Motivation, or the lack of it?

Right now it´s 05.05 in the morning and guess what? I haven´t gone to bed yet...
I´m sitting here preparing for my huge presentation that I will have today on the subject of a cruciate injury in a giraffe. Nope, I didn´t choose an easy subject, and most of the time I don´t regret that. But at the moment I wish I for once could settle with normal....
 
Sometimes I have absolutly NO motivation of doing anything except for watching disney movies in bed. I have laundry piling up, essays to write, things to fixa and organize, and what does this superwoman do? Procrastinate and deny....I think that is my speciality at the moment.
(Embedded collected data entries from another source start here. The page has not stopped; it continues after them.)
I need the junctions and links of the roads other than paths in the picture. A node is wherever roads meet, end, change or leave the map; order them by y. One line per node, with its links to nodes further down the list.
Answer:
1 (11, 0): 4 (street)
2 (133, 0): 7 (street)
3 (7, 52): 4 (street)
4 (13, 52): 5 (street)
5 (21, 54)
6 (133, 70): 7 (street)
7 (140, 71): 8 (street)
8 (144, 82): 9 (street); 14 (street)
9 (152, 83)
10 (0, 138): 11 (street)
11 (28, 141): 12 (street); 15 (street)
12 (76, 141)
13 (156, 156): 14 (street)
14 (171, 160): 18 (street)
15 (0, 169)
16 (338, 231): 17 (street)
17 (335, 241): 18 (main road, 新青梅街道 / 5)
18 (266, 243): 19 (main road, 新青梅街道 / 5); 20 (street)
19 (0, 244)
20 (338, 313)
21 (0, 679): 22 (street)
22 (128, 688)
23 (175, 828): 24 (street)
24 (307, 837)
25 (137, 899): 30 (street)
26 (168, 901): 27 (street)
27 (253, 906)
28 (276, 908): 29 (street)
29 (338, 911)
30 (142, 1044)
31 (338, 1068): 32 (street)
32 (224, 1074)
I´m normally full of energy, positive and motivated, but right now with 4,5 months to graduation I think my brain already went on vacation haha!
 
I know I feel so much better if I just prepare my stuff on time, sleep 8h/night, have a tidy room, food prepared and in lunchboxes in the fridge and basically control in my life.... yep that would be so much better.... but do I do that? NO of course I don´t.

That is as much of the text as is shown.